• _WHAT THE TASK ASKS_: Of the lines below, report only those that contain "Località".

• _DATA FOR THIS TASK_:
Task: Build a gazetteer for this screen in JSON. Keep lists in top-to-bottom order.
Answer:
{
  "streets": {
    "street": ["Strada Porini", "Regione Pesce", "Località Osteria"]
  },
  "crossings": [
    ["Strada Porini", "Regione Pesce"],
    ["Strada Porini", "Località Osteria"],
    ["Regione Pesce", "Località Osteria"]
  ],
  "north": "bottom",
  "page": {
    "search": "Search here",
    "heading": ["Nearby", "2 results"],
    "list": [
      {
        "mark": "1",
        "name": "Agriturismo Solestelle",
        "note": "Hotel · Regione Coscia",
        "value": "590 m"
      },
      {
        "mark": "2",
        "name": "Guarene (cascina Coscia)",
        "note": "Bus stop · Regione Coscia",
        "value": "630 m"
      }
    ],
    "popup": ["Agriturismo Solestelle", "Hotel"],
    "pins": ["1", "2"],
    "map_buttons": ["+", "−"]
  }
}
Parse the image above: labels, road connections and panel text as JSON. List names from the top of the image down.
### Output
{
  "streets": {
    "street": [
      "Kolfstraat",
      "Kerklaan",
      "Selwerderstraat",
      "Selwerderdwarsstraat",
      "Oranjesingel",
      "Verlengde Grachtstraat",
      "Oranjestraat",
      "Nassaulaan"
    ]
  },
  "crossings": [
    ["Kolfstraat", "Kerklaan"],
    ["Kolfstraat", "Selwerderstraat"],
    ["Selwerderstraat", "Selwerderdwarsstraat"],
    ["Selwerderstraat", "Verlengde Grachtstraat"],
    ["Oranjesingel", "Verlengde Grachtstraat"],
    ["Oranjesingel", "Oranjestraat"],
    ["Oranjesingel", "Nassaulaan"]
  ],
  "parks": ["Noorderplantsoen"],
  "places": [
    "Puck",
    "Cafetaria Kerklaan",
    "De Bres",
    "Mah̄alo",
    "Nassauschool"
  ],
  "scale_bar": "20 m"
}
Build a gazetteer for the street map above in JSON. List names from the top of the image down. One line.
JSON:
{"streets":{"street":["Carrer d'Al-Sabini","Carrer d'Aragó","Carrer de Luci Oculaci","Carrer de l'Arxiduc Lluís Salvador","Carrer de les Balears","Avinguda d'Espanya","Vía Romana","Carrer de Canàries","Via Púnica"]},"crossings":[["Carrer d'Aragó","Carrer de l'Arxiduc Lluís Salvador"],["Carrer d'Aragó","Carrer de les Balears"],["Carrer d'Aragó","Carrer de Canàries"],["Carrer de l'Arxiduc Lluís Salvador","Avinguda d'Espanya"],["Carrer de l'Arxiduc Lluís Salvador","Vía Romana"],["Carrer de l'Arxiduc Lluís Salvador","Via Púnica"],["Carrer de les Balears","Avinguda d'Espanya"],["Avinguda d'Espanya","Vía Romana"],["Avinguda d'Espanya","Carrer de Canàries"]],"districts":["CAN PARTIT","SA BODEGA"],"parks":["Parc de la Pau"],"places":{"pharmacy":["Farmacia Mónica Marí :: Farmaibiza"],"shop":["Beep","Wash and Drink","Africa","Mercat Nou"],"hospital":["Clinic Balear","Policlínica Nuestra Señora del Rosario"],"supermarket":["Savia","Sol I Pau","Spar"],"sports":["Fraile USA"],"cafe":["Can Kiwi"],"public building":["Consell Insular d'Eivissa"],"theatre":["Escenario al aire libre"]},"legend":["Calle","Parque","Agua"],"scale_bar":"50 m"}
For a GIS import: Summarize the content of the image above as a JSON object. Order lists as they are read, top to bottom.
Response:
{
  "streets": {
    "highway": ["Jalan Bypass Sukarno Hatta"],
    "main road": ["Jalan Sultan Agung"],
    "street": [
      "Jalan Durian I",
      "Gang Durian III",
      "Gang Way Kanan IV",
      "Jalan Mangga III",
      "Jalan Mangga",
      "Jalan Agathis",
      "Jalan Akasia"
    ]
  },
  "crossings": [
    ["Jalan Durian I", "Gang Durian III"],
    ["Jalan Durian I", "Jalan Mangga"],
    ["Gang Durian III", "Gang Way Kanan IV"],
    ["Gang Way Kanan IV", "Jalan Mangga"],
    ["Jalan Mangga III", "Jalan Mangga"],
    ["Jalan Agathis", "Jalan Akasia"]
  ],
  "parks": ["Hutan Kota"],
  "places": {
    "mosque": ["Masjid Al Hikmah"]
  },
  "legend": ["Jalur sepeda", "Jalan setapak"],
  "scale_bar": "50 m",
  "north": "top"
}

• _RESPONSE FOR THIS EXERCISE_:
    "street": ["Strada Porini", "Regione Pesce", "Località Osteria"]
    ["Strada Porini", "Località Osteria"],
    ["Regione Pesce", "Località Osteria"]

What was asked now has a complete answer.